• [TASK DIRECTIONS]: Go through the data and copy each line that holds "paths".
DATA FOR THIS TASK START
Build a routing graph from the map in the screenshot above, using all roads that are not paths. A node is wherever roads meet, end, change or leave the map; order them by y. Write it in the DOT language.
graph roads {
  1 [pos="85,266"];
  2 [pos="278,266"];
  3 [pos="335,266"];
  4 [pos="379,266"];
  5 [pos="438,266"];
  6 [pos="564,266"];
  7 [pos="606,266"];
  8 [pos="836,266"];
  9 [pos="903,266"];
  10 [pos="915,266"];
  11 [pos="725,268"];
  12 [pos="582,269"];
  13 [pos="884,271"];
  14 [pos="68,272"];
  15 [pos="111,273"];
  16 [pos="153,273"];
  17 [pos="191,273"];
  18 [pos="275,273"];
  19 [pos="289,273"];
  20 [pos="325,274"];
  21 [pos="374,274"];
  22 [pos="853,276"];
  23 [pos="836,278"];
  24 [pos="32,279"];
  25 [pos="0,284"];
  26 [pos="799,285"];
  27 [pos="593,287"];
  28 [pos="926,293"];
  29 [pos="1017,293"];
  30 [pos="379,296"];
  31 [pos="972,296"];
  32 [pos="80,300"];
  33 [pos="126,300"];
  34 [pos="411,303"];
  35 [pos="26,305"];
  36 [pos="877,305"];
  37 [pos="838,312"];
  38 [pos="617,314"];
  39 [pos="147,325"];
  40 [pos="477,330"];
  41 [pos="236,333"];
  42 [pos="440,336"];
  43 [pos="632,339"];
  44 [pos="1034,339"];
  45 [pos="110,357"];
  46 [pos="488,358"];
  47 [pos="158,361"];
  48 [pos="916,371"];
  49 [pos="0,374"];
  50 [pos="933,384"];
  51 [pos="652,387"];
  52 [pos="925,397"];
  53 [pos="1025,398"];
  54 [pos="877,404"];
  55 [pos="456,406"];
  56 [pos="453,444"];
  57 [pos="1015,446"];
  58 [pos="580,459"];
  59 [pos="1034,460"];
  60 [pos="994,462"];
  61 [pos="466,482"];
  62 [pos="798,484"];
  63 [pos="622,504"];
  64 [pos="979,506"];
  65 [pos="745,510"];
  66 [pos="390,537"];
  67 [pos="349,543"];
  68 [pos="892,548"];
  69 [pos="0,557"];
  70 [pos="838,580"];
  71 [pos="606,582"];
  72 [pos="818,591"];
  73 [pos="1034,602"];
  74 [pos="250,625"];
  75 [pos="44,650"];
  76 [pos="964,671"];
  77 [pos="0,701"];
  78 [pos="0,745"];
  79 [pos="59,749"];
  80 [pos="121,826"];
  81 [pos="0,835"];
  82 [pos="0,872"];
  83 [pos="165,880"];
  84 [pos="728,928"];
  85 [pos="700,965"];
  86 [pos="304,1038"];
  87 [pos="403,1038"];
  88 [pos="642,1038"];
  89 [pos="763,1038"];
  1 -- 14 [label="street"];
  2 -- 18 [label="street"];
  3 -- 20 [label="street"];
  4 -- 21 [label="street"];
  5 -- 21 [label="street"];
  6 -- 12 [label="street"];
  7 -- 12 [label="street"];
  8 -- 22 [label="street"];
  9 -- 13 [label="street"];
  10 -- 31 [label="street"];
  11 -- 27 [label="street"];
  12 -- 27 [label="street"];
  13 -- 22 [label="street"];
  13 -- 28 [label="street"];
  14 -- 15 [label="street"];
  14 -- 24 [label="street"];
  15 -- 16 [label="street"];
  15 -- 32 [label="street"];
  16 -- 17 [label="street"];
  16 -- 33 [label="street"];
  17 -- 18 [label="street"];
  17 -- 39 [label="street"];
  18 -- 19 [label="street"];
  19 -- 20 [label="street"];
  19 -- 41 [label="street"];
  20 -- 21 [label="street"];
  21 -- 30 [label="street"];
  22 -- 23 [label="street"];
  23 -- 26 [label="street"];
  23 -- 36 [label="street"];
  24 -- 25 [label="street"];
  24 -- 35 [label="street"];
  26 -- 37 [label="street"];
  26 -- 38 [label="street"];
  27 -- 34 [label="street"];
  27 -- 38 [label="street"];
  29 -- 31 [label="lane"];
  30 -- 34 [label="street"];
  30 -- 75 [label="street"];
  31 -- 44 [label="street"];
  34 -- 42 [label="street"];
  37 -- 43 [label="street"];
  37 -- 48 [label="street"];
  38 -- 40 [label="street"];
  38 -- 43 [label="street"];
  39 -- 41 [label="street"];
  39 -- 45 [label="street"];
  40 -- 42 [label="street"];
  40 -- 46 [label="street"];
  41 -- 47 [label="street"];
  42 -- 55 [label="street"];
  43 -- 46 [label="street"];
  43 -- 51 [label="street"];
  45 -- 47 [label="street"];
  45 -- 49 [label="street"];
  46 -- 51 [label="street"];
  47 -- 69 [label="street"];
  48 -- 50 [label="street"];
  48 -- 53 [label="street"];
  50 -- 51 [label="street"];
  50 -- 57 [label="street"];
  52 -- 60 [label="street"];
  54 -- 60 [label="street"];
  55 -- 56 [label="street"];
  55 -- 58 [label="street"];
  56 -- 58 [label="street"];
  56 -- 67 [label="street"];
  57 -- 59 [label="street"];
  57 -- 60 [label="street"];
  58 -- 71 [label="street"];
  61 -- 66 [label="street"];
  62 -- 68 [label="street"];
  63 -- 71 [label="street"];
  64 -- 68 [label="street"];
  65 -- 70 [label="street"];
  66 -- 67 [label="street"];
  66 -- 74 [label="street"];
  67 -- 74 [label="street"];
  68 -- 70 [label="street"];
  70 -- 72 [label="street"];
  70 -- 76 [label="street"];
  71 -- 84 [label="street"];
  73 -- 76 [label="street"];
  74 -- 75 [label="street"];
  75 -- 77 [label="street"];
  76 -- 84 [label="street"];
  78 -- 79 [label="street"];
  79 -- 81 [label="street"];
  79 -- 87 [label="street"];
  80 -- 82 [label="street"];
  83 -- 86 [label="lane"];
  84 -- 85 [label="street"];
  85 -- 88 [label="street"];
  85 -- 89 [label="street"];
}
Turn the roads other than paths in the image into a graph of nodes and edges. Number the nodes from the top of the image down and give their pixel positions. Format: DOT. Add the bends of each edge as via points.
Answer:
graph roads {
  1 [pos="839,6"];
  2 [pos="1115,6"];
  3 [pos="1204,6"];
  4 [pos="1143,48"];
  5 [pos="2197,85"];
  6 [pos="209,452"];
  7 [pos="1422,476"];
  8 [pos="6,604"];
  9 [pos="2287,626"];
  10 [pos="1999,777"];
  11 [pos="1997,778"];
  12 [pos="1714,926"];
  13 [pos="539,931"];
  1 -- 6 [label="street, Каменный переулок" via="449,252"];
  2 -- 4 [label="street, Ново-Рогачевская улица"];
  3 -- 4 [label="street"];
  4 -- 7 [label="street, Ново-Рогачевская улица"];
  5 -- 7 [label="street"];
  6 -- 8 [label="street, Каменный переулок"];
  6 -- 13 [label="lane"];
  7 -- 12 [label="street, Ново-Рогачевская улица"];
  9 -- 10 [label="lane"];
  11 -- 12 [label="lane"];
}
DATA FOR THIS TASK END
• [YOUR SOLUTION]:
Build a routing graph from the map in the screenshot above, using all roads that are not paths. A node is wherever roads meet, end, change or leave the map; order them by y. Write it in the DOT language.
Turn the roads other than paths in the image into a graph of nodes and edges. Number the nodes from the top of the image down and give their pixel positions. Format: DOT. Add the bends of each edge as via points.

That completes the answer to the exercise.